**Input data**.
*** Block opens ***
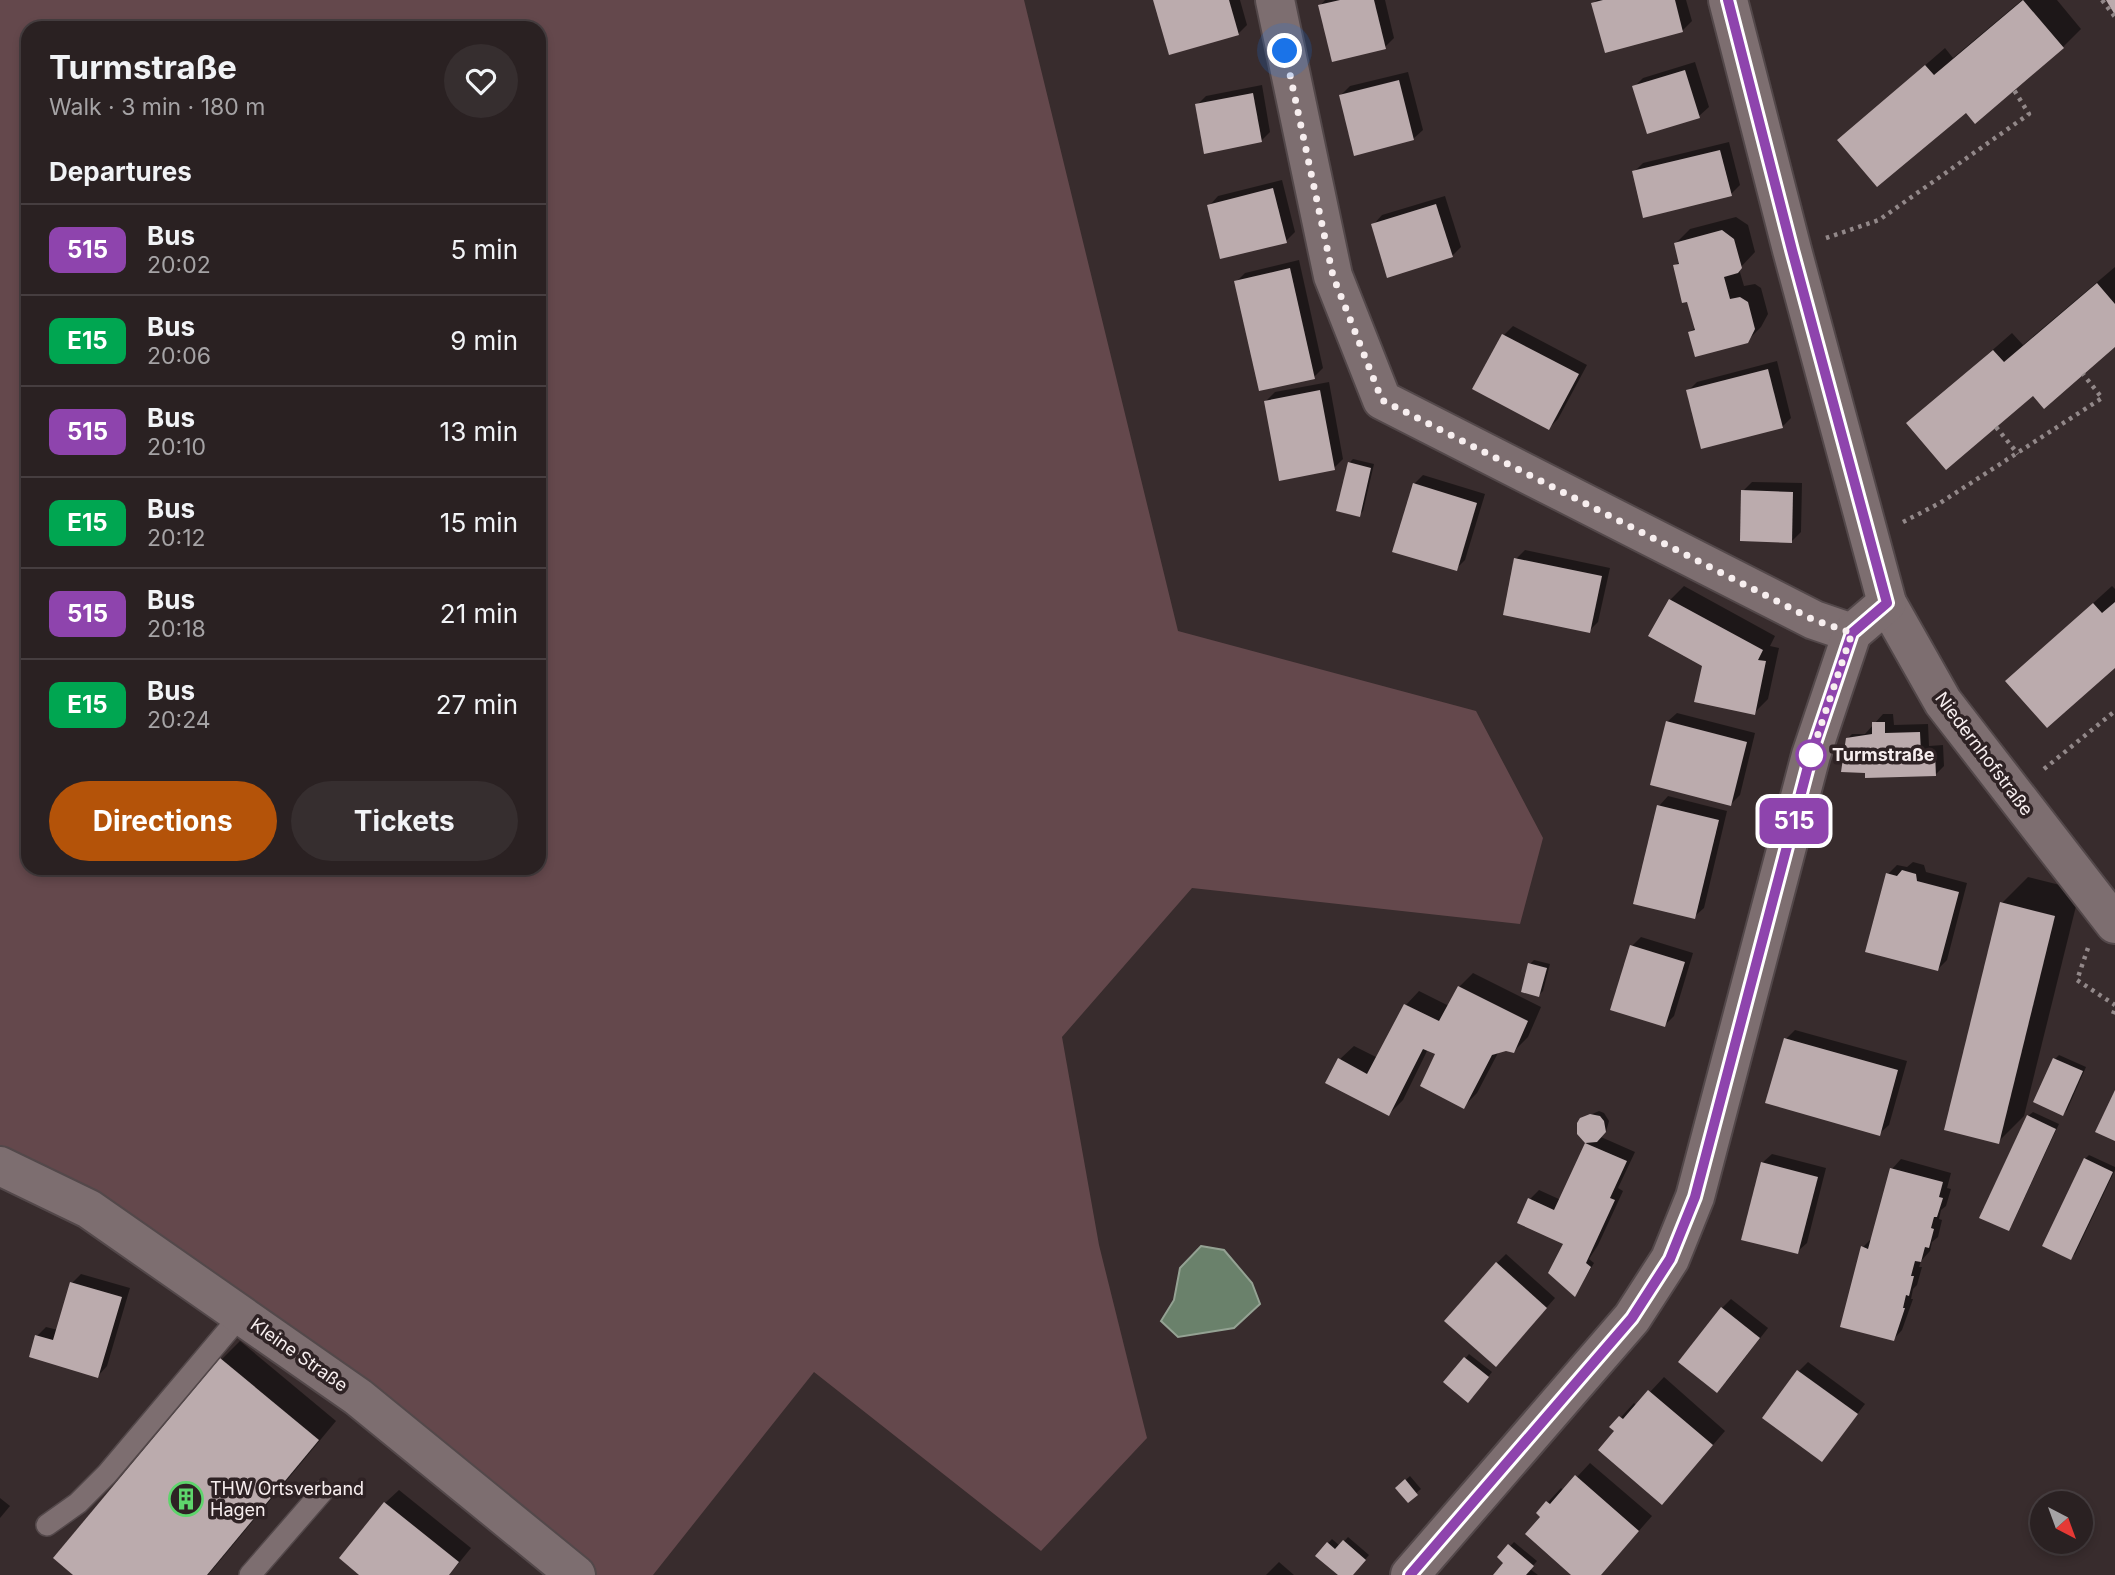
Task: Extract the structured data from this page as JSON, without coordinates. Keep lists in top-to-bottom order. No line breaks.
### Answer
{"streets":{"street":["Niedernhofstraße","Kleine Straße"]},"places":{"other":["Turmstraße"],"building":["THW Ortsverband Hagen"]},"lines":["bus line 515"],"north":"bottom right","page":{"on_map":"515","heading":[["Turmstraße","Walk · 3 min · 180 m"],"Departures"],"list":[{"mark":"515","name":"Bus","note":"20:02","value":"5 min"},{"mark":"E15","name":"Bus","note":"20:06","value":"9 min"},{"mark":"515","name":"Bus","note":"20:10","value":"13 min"},{"mark":"E15","name":"Bus","note":"20:12","value":"15 min"},{"mark":"515","name":"Bus","note":"20:18","value":"21 min"},{"mark":"E15","name":"Bus","note":"20:24","value":"27 min"}],"buttons":["Directions","Tickets"]}}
*** Block closes ***
**Your goal**.
The material is to be reproduced verbatim, and no picture may appear in the copy.

**Result of this task**.
Task: Extract the structured data from this page as JSON, without coordinates. Keep lists in top-to-bottom order. No line breaks.
### Answer
{"streets":{"street":["Niedernhofstraße","Kleine Straße"]},"places":{"other":["Turmstraße"],"building":["THW Ortsverband Hagen"]},"lines":["bus line 515"],"north":"bottom right","page":{"on_map":"515","heading":[["Turmstraße","Walk · 3 min · 180 m"],"Departures"],"list":[{"mark":"515","name":"Bus","note":"20:02","value":"5 min"},{"mark":"E15","name":"Bus","note":"20:06","value":"9 min"},{"mark":"515","name":"Bus","note":"20:10","value":"13 min"},{"mark":"E15","name":"Bus","note":"20:12","value":"15 min"},{"mark":"515","name":"Bus","note":"20:18","value":"21 min"},{"mark":"E15","name":"Bus","note":"20:24","value":"27 min"}],"buttons":["Directions","Tickets"]}}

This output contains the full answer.